====== Data for analysis ======

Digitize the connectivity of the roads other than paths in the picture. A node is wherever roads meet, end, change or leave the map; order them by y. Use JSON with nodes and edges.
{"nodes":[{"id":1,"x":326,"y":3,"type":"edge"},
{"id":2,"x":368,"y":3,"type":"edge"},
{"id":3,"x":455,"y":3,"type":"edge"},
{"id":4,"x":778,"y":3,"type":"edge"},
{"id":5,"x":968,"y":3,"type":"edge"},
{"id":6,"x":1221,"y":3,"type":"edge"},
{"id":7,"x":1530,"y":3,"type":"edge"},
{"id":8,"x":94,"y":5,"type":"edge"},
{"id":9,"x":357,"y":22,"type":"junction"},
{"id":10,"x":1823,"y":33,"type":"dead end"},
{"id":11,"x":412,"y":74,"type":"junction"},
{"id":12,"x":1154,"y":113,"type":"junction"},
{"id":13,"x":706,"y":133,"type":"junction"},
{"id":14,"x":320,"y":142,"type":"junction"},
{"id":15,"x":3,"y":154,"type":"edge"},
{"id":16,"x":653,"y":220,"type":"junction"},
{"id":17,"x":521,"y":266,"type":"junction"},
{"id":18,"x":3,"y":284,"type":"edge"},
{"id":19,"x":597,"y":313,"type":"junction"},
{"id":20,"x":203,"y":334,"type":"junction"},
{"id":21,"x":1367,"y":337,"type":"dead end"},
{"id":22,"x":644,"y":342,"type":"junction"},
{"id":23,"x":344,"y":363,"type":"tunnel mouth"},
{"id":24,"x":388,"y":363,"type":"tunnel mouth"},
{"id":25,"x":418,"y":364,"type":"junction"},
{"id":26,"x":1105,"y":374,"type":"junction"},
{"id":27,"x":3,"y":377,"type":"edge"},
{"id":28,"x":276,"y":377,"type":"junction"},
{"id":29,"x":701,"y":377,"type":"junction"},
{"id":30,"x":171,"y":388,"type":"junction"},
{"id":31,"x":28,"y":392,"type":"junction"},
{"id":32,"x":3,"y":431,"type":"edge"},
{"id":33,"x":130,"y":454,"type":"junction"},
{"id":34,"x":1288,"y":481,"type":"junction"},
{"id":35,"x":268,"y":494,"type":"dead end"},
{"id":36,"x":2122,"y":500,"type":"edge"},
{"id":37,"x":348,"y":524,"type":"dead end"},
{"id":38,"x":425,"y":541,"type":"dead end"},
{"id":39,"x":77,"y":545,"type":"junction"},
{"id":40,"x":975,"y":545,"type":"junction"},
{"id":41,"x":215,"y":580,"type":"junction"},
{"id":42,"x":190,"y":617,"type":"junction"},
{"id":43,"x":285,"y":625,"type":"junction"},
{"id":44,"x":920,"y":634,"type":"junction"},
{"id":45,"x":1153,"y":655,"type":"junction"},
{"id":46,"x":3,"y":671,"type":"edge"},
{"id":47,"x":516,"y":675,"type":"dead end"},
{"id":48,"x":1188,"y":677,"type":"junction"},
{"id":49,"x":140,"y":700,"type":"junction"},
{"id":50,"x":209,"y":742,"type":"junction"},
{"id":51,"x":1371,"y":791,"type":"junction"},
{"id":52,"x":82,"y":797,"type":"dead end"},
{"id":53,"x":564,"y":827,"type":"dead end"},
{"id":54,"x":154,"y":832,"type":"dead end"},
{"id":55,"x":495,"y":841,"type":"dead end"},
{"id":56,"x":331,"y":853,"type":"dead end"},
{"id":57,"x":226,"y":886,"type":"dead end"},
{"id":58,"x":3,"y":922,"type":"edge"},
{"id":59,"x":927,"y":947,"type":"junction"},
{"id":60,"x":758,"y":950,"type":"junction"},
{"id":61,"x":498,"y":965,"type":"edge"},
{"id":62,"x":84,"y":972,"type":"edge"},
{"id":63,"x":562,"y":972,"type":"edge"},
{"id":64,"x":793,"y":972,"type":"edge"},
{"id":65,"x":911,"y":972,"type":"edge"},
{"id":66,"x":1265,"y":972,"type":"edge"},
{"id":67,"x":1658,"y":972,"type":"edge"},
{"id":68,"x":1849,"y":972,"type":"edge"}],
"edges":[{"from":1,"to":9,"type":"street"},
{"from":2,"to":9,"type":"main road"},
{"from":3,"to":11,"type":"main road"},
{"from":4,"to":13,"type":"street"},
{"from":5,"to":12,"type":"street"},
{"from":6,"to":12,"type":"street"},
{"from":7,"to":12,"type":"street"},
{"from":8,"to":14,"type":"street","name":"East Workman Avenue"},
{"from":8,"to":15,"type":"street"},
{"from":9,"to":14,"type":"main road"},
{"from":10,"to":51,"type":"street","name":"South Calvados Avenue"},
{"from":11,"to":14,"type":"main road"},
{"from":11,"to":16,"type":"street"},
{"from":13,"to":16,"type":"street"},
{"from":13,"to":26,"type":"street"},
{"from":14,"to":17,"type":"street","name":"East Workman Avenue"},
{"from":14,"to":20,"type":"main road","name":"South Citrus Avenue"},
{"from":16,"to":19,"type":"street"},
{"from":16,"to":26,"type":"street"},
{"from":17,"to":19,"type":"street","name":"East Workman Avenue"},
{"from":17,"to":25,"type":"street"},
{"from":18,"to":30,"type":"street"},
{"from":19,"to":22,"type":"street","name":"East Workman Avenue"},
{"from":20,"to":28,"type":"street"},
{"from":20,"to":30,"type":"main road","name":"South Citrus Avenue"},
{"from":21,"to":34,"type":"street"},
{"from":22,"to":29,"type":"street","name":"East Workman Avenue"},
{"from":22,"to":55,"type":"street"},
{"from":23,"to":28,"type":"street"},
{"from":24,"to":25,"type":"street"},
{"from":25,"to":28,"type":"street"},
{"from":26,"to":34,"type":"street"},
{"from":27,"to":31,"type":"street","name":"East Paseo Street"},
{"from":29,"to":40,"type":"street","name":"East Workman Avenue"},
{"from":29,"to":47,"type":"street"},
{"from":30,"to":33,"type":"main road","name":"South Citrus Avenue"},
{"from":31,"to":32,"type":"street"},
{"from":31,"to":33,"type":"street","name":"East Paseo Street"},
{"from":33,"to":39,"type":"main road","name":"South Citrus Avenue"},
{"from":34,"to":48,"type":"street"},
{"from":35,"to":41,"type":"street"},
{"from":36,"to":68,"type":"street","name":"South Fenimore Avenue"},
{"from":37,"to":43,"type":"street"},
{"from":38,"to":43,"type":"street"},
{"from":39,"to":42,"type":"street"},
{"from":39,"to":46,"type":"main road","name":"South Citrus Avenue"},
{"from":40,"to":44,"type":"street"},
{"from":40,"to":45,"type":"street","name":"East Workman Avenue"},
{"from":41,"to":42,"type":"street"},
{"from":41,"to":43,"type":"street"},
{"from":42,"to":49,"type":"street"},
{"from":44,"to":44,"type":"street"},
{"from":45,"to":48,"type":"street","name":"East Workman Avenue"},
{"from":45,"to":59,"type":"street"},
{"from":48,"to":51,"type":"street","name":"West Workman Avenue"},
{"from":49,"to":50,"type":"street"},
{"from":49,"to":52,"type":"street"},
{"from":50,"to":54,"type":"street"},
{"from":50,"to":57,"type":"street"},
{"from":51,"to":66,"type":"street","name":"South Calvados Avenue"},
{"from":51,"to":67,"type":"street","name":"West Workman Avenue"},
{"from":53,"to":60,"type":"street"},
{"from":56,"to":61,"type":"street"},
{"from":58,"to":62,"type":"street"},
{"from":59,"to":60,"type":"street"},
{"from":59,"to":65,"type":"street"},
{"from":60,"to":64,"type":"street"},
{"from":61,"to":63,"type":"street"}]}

======

Work order
Output the records above, each one exactly, with none left out.

Problem solution
Digitize the connectivity of the roads other than paths in the picture. A node is wherever roads meet, end, change or leave the map; order them by y. Use JSON with nodes and edges.
{"nodes":[{"id":1,"x":326,"y":3,"type":"edge"},
{"id":2,"x":368,"y":3,"type":"edge"},
{"id":3,"x":455,"y":3,"type":"edge"},
{"id":4,"x":778,"y":3,"type":"edge"},
{"id":5,"x":968,"y":3,"type":"edge"},
{"id":6,"x":1221,"y":3,"type":"edge"},
{"id":7,"x":1530,"y":3,"type":"edge"},
{"id":8,"x":94,"y":5,"type":"edge"},
{"id":9,"x":357,"y":22,"type":"junction"},
{"id":10,"x":1823,"y":33,"type":"dead end"},
{"id":11,"x":412,"y":74,"type":"junction"},
{"id":12,"x":1154,"y":113,"type":"junction"},
{"id":13,"x":706,"y":133,"type":"junction"},
{"id":14,"x":320,"y":142,"type":"junction"},
{"id":15,"x":3,"y":154,"type":"edge"},
{"id":16,"x":653,"y":220,"type":"junction"},
{"id":17,"x":521,"y":266,"type":"junction"},
{"id":18,"x":3,"y":284,"type":"edge"},
{"id":19,"x":597,"y":313,"type":"junction"},
{"id":20,"x":203,"y":334,"type":"junction"},
{"id":21,"x":1367,"y":337,"type":"dead end"},
{"id":22,"x":644,"y":342,"type":"junction"},
{"id":23,"x":344,"y":363,"type":"tunnel mouth"},
{"id":24,"x":388,"y":363,"type":"tunnel mouth"},
{"id":25,"x":418,"y":364,"type":"junction"},
{"id":26,"x":1105,"y":374,"type":"junction"},
{"id":27,"x":3,"y":377,"type":"edge"},
{"id":28,"x":276,"y":377,"type":"junction"},
{"id":29,"x":701,"y":377,"type":"junction"},
{"id":30,"x":171,"y":388,"type":"junction"},
{"id":31,"x":28,"y":392,"type":"junction"},
{"id":32,"x":3,"y":431,"type":"edge"},
{"id":33,"x":130,"y":454,"type":"junction"},
{"id":34,"x":1288,"y":481,"type":"junction"},
{"id":35,"x":268,"y":494,"type":"dead end"},
{"id":36,"x":2122,"y":500,"type":"edge"},
{"id":37,"x":348,"y":524,"type":"dead end"},
{"id":38,"x":425,"y":541,"type":"dead end"},
{"id":39,"x":77,"y":545,"type":"junction"},
{"id":40,"x":975,"y":545,"type":"junction"},
{"id":41,"x":215,"y":580,"type":"junction"},
{"id":42,"x":190,"y":617,"type":"junction"},
{"id":43,"x":285,"y":625,"type":"junction"},
{"id":44,"x":920,"y":634,"type":"junction"},
{"id":45,"x":1153,"y":655,"type":"junction"},
{"id":46,"x":3,"y":671,"type":"edge"},
{"id":47,"x":516,"y":675,"type":"dead end"},
{"id":48,"x":1188,"y":677,"type":"junction"},
{"id":49,"x":140,"y":700,"type":"junction"},
{"id":50,"x":209,"y":742,"type":"junction"},
{"id":51,"x":1371,"y":791,"type":"junction"},
{"id":52,"x":82,"y":797,"type":"dead end"},
{"id":53,"x":564,"y":827,"type":"dead end"},
{"id":54,"x":154,"y":832,"type":"dead end"},
{"id":55,"x":495,"y":841,"type":"dead end"},
{"id":56,"x":331,"y":853,"type":"dead end"},
{"id":57,"x":226,"y":886,"type":"dead end"},
{"id":58,"x":3,"y":922,"type":"edge"},
{"id":59,"x":927,"y":947,"type":"junction"},
{"id":60,"x":758,"y":950,"type":"junction"},
{"id":61,"x":498,"y":965,"type":"edge"},
{"id":62,"x":84,"y":972,"type":"edge"},
{"id":63,"x":562,"y":972,"type":"edge"},
{"id":64,"x":793,"y":972,"type":"edge"},
{"id":65,"x":911,"y":972,"type":"edge"},
{"id":66,"x":1265,"y":972,"type":"edge"},
{"id":67,"x":1658,"y":972,"type":"edge"},
{"id":68,"x":1849,"y":972,"type":"edge"}],
"edges":[{"from":1,"to":9,"type":"street"},
{"from":2,"to":9,"type":"main road"},
{"from":3,"to":11,"type":"main road"},
{"from":4,"to":13,"type":"street"},
{"from":5,"to":12,"type":"street"},
{"from":6,"to":12,"type":"street"},
{"from":7,"to":12,"type":"street"},
{"from":8,"to":14,"type":"street","name":"East Workman Avenue"},
{"from":8,"to":15,"type":"street"},
{"from":9,"to":14,"type":"main road"},
{"from":10,"to":51,"type":"street","name":"South Calvados Avenue"},
{"from":11,"to":14,"type":"main road"},
{"from":11,"to":16,"type":"street"},
{"from":13,"to":16,"type":"street"},
{"from":13,"to":26,"type":"street"},
{"from":14,"to":17,"type":"street","name":"East Workman Avenue"},
{"from":14,"to":20,"type":"main road","name":"South Citrus Avenue"},
{"from":16,"to":19,"type":"street"},
{"from":16,"to":26,"type":"street"},
{"from":17,"to":19,"type":"street","name":"East Workman Avenue"},
{"from":17,"to":25,"type":"street"},
{"from":18,"to":30,"type":"street"},
{"from":19,"to":22,"type":"street","name":"East Workman Avenue"},
{"from":20,"to":28,"type":"street"},
{"from":20,"to":30,"type":"main road","name":"South Citrus Avenue"},
{"from":21,"to":34,"type":"street"},
{"from":22,"to":29,"type":"street","name":"East Workman Avenue"},
{"from":22,"to":55,"type":"street"},
{"from":23,"to":28,"type":"street"},
{"from":24,"to":25,"type":"street"},
{"from":25,"to":28,"type":"street"},
{"from":26,"to":34,"type":"street"},
{"from":27,"to":31,"type":"street","name":"East Paseo Street"},
{"from":29,"to":40,"type":"street","name":"East Workman Avenue"},
{"from":29,"to":47,"type":"street"},
{"from":30,"to":33,"type":"main road","name":"South Citrus Avenue"},
{"from":31,"to":32,"type":"street"},
{"from":31,"to":33,"type":"street","name":"East Paseo Street"},
{"from":33,"to":39,"type":"main road","name":"South Citrus Avenue"},
{"from":34,"to":48,"type":"street"},
{"from":35,"to":41,"type":"street"},
{"from":36,"to":68,"type":"street","name":"South Fenimore Avenue"},
{"from":37,"to":43,"type":"street"},
{"from":38,"to":43,"type":"street"},
{"from":39,"to":42,"type":"street"},
{"from":39,"to":46,"type":"main road","name":"South Citrus Avenue"},
{"from":40,"to":44,"type":"street"},
{"from":40,"to":45,"type":"street","name":"East Workman Avenue"},
{"from":41,"to":42,"type":"street"},
{"from":41,"to":43,"type":"street"},
{"from":42,"to":49,"type":"street"},
{"from":44,"to":44,"type":"street"},
{"from":45,"to":48,"type":"street","name":"East Workman Avenue"},
{"from":45,"to":59,"type":"street"},
{"from":48,"to":51,"type":"street","name":"West Workman Avenue"},
{"from":49,"to":50,"type":"street"},
{"from":49,"to":52,"type":"street"},
{"from":50,"to":54,"type":"street"},
{"from":50,"to":57,"type":"street"},
{"from":51,"to":66,"type":"street","name":"South Calvados Avenue"},
{"from":51,"to":67,"type":"street","name":"West Workman Avenue"},
{"from":53,"to":60,"type":"street"},
{"from":56,"to":61,"type":"street"},
{"from":58,"to":62,"type":"street"},
{"from":59,"to":60,"type":"street"},
{"from":59,"to":65,"type":"street"},
{"from":60,"to":64,"type":"street"},
{"from":61,"to":63,"type":"street"}]}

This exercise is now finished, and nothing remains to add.